- Opening Delimiter -
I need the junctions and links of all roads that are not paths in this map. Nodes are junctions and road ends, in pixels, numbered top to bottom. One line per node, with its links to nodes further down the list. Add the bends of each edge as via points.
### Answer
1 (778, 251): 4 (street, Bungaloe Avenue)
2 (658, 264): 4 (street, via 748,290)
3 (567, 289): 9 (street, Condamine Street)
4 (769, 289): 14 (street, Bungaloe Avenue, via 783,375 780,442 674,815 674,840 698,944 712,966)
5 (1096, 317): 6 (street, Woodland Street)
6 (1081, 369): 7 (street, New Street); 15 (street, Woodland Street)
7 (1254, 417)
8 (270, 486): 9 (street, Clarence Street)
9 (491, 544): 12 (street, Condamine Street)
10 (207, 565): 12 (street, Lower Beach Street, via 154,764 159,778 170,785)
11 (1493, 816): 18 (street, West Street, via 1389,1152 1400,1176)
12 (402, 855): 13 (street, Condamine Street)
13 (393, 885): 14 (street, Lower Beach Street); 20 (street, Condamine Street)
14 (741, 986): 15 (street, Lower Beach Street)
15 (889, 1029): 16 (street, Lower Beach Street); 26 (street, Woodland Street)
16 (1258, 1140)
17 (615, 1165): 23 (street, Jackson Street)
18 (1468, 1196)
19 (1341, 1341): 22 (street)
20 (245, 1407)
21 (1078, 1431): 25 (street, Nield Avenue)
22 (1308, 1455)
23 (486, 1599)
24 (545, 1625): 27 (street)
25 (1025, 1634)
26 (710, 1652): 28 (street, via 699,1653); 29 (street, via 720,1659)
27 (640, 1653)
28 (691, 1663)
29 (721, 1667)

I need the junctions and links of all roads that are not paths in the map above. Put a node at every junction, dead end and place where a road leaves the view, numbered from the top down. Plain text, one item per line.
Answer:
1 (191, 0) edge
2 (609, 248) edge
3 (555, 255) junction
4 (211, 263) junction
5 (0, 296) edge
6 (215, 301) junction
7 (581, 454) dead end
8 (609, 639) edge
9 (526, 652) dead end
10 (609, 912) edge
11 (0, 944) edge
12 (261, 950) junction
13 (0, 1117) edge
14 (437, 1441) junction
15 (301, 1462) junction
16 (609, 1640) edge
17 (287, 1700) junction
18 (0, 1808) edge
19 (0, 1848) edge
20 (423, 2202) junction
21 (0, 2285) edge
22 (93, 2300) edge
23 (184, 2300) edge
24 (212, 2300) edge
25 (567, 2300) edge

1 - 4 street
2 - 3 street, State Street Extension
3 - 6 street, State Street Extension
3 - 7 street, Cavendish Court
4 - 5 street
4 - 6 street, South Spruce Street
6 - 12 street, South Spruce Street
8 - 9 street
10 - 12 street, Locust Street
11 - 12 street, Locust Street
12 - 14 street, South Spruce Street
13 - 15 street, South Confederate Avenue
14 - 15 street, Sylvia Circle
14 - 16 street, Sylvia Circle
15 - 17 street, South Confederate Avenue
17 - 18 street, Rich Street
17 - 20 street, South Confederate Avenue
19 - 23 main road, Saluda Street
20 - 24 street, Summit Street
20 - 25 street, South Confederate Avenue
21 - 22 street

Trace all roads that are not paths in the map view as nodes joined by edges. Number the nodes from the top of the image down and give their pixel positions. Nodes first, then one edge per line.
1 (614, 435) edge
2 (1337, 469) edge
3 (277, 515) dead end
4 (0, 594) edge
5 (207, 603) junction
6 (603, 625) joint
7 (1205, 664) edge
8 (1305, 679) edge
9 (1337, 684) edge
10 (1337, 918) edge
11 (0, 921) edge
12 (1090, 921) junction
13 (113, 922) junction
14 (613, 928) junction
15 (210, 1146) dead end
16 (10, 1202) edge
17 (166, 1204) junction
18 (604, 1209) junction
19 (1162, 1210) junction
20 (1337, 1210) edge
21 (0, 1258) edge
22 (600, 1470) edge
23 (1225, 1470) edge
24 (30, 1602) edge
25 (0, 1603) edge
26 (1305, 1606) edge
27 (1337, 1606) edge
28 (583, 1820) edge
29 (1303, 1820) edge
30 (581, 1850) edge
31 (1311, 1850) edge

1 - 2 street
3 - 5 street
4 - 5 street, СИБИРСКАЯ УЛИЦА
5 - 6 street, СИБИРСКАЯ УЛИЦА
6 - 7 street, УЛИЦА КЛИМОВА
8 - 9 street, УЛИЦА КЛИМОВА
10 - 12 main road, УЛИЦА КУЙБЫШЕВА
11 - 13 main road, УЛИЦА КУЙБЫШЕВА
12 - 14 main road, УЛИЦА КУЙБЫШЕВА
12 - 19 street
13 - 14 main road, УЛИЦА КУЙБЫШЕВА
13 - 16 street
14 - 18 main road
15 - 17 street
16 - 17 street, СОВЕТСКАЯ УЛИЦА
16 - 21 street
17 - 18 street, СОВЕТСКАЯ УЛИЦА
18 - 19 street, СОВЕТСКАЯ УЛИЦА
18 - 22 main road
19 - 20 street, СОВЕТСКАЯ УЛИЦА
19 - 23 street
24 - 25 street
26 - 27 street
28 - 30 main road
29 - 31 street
- Closing Delimiter -
Write only the number of lines in the data where the word "Woodland" occurs.

3